Task brief: Transcribe the listing below word for word.

%%

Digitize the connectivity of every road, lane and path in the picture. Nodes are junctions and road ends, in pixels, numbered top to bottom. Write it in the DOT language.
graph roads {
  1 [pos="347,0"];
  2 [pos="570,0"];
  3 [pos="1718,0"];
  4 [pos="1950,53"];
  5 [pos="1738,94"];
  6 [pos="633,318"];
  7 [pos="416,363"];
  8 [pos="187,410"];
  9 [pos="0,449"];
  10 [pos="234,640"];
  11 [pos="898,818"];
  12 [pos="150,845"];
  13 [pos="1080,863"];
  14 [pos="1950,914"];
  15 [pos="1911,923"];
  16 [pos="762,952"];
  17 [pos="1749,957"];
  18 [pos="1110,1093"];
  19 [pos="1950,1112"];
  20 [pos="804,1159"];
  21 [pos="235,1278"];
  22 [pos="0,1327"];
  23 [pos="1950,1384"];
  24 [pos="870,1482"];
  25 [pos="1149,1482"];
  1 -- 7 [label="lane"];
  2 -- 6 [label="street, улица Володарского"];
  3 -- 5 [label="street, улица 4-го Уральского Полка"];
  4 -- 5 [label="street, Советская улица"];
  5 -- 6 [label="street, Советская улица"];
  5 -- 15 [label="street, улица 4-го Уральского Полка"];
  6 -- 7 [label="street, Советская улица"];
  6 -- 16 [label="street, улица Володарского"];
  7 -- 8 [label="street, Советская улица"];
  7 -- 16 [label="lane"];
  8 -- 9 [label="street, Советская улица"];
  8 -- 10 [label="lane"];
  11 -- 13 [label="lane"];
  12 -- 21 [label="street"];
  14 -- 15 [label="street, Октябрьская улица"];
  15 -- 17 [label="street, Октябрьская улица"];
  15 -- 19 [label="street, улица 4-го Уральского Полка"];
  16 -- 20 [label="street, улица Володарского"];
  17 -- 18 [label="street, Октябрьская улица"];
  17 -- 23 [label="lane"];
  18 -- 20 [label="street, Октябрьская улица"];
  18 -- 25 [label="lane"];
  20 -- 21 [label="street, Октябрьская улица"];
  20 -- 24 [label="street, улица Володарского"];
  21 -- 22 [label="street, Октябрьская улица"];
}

%%

Answer space:
Digitize the connectivity of every road, lane and path in the picture. Nodes are junctions and road ends, in pixels, numbered top to bottom. Write it in the DOT language.
graph roads {
  1 [pos="347,0"];
  2 [pos="570,0"];
  3 [pos="1718,0"];
  4 [pos="1950,53"];
  5 [pos="1738,94"];
  6 [pos="633,318"];
  7 [pos="416,363"];
  8 [pos="187,410"];
  9 [pos="0,449"];
  10 [pos="234,640"];
  11 [pos="898,818"];
  12 [pos="150,845"];
  13 [pos="1080,863"];
  14 [pos="1950,914"];
  15 [pos="1911,923"];
  16 [pos="762,952"];
  17 [pos="1749,957"];
  18 [pos="1110,1093"];
  19 [pos="1950,1112"];
  20 [pos="804,1159"];
  21 [pos="235,1278"];
  22 [pos="0,1327"];
  23 [pos="1950,1384"];
  24 [pos="870,1482"];
  25 [pos="1149,1482"];
  1 -- 7 [label="lane"];
  2 -- 6 [label="street, улица Володарского"];
  3 -- 5 [label="street, улица 4-го Уральского Полка"];
  4 -- 5 [label="street, Советская улица"];
  5 -- 6 [label="street, Советская улица"];
  5 -- 15 [label="street, улица 4-го Уральского Полка"];
  6 -- 7 [label="street, Советская улица"];
  6 -- 16 [label="street, улица Володарского"];
  7 -- 8 [label="street, Советская улица"];
  7 -- 16 [label="lane"];
  8 -- 9 [label="street, Советская улица"];
  8 -- 10 [label="lane"];
  11 -- 13 [label="lane"];
  12 -- 21 [label="street"];
  14 -- 15 [label="street, Октябрьская улица"];
  15 -- 17 [label="street, Октябрьская улица"];
  15 -- 19 [label="street, улица 4-го Уральского Полка"];
  16 -- 20 [label="street, улица Володарского"];
  17 -- 18 [label="street, Октябрьская улица"];
  17 -- 23 [label="lane"];
  18 -- 20 [label="street, Октябрьская улица"];
  18 -- 25 [label="lane"];
  20 -- 21 [label="street, Октябрьская улица"];
  20 -- 24 [label="street, улица Володарского"];
  21 -- 22 [label="street, Октябрьская улица"];
}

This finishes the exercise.